***** RECORDS SHOWN

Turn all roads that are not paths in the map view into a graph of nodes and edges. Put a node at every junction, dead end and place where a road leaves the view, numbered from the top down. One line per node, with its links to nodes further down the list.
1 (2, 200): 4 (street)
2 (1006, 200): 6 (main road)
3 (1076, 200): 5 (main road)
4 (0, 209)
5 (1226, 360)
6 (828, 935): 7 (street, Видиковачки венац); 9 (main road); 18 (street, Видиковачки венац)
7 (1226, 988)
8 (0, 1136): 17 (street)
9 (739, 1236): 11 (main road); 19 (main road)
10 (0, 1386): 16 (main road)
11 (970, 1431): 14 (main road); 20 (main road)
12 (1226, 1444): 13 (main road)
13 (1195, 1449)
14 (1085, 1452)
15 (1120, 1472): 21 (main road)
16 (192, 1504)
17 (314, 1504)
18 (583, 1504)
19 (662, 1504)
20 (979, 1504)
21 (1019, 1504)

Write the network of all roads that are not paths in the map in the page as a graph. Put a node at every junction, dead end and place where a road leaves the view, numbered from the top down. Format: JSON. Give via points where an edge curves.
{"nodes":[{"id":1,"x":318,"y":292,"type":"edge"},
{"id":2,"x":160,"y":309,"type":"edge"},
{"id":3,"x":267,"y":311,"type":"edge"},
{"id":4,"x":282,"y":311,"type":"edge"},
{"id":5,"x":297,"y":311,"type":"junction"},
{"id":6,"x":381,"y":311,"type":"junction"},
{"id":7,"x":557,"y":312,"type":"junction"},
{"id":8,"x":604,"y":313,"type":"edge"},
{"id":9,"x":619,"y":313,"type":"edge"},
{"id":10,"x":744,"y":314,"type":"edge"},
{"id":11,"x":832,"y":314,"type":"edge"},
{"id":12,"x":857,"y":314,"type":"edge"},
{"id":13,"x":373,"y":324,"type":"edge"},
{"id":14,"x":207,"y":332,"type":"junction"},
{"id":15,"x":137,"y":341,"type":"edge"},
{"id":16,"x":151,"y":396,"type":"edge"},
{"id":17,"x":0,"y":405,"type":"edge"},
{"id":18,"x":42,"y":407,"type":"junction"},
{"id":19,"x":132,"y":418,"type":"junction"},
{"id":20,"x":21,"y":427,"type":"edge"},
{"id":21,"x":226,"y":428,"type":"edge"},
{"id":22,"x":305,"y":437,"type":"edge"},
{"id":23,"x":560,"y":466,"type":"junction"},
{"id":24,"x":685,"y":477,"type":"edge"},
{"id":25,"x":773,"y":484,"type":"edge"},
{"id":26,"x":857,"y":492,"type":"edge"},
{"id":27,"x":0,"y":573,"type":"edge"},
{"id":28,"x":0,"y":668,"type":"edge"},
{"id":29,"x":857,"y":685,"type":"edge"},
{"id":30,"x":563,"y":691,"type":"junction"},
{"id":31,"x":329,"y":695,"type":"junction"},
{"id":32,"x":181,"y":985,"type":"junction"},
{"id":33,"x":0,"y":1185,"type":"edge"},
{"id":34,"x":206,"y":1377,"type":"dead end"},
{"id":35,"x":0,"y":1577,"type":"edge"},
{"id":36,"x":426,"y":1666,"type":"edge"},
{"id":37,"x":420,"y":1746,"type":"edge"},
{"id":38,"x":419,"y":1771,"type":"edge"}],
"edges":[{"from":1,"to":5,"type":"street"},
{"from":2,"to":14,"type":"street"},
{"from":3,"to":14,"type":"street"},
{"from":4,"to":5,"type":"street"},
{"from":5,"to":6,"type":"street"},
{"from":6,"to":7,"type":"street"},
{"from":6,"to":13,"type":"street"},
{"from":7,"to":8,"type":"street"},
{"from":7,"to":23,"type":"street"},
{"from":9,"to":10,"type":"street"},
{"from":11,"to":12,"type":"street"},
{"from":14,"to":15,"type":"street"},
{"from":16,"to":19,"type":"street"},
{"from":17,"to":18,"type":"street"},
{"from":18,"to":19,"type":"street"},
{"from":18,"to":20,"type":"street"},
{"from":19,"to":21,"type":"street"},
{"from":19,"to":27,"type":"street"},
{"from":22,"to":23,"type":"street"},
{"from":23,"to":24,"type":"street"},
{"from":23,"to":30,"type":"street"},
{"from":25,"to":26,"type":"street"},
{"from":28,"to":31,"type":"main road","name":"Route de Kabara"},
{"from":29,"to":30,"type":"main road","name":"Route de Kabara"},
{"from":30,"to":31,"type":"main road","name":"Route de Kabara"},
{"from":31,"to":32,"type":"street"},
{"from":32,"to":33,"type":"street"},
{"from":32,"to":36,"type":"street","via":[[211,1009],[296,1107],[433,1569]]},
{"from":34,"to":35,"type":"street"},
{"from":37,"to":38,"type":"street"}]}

**********

*PROBLEM DETAILS*: Give back the data above exactly, so that every line matches.

*ANSWER FOR THE TASK*:
Turn all roads that are not paths in the map view into a graph of nodes and edges. Put a node at every junction, dead end and place where a road leaves the view, numbered from the top down. One line per node, with its links to nodes further down the list.
1 (2, 200): 4 (street)
2 (1006, 200): 6 (main road)
3 (1076, 200): 5 (main road)
4 (0, 209)
5 (1226, 360)
6 (828, 935): 7 (street, Видиковачки венац); 9 (main road); 18 (street, Видиковачки венац)
7 (1226, 988)
8 (0, 1136): 17 (street)
9 (739, 1236): 11 (main road); 19 (main road)
10 (0, 1386): 16 (main road)
11 (970, 1431): 14 (main road); 20 (main road)
12 (1226, 1444): 13 (main road)
13 (1195, 1449)
14 (1085, 1452)
15 (1120, 1472): 21 (main road)
16 (192, 1504)
17 (314, 1504)
18 (583, 1504)
19 (662, 1504)
20 (979, 1504)
21 (1019, 1504)

Write the network of all roads that are not paths in the map in the page as a graph. Put a node at every junction, dead end and place where a road leaves the view, numbered from the top down. Format: JSON. Give via points where an edge curves.
{"nodes":[{"id":1,"x":318,"y":292,"type":"edge"},
{"id":2,"x":160,"y":309,"type":"edge"},
{"id":3,"x":267,"y":311,"type":"edge"},
{"id":4,"x":282,"y":311,"type":"edge"},
{"id":5,"x":297,"y":311,"type":"junction"},
{"id":6,"x":381,"y":311,"type":"junction"},
{"id":7,"x":557,"y":312,"type":"junction"},
{"id":8,"x":604,"y":313,"type":"edge"},
{"id":9,"x":619,"y":313,"type":"edge"},
{"id":10,"x":744,"y":314,"type":"edge"},
{"id":11,"x":832,"y":314,"type":"edge"},
{"id":12,"x":857,"y":314,"type":"edge"},
{"id":13,"x":373,"y":324,"type":"edge"},
{"id":14,"x":207,"y":332,"type":"junction"},
{"id":15,"x":137,"y":341,"type":"edge"},
{"id":16,"x":151,"y":396,"type":"edge"},
{"id":17,"x":0,"y":405,"type":"edge"},
{"id":18,"x":42,"y":407,"type":"junction"},
{"id":19,"x":132,"y":418,"type":"junction"},
{"id":20,"x":21,"y":427,"type":"edge"},
{"id":21,"x":226,"y":428,"type":"edge"},
{"id":22,"x":305,"y":437,"type":"edge"},
{"id":23,"x":560,"y":466,"type":"junction"},
{"id":24,"x":685,"y":477,"type":"edge"},
{"id":25,"x":773,"y":484,"type":"edge"},
{"id":26,"x":857,"y":492,"type":"edge"},
{"id":27,"x":0,"y":573,"type":"edge"},
{"id":28,"x":0,"y":668,"type":"edge"},
{"id":29,"x":857,"y":685,"type":"edge"},
{"id":30,"x":563,"y":691,"type":"junction"},
{"id":31,"x":329,"y":695,"type":"junction"},
{"id":32,"x":181,"y":985,"type":"junction"},
{"id":33,"x":0,"y":1185,"type":"edge"},
{"id":34,"x":206,"y":1377,"type":"dead end"},
{"id":35,"x":0,"y":1577,"type":"edge"},
{"id":36,"x":426,"y":1666,"type":"edge"},
{"id":37,"x":420,"y":1746,"type":"edge"},
{"id":38,"x":419,"y":1771,"type":"edge"}],
"edges":[{"from":1,"to":5,"type":"street"},
{"from":2,"to":14,"type":"street"},
{"from":3,"to":14,"type":"street"},
{"from":4,"to":5,"type":"street"},
{"from":5,"to":6,"type":"street"},
{"from":6,"to":7,"type":"street"},
{"from":6,"to":13,"type":"street"},
{"from":7,"to":8,"type":"street"},
{"from":7,"to":23,"type":"street"},
{"from":9,"to":10,"type":"street"},
{"from":11,"to":12,"type":"street"},
{"from":14,"to":15,"type":"street"},
{"from":16,"to":19,"type":"street"},
{"from":17,"to":18,"type":"street"},
{"from":18,"to":19,"type":"street"},
{"from":18,"to":20,"type":"street"},
{"from":19,"to":21,"type":"street"},
{"from":19,"to":27,"type":"street"},
{"from":22,"to":23,"type":"street"},
{"from":23,"to":24,"type":"street"},
{"from":23,"to":30,"type":"street"},
{"from":25,"to":26,"type":"street"},
{"from":28,"to":31,"type":"main road","name":"Route de Kabara"},
{"from":29,"to":30,"type":"main road","name":"Route de Kabara"},
{"from":30,"to":31,"type":"main road","name":"Route de Kabara"},
{"from":31,"to":32,"type":"street"},
{"from":32,"to":33,"type":"street"},
{"from":32,"to":36,"type":"street","via":[[211,1009],[296,1107],[433,1569]]},
{"from":34,"to":35,"type":"street"},
{"from":37,"to":38,"type":"street"}]}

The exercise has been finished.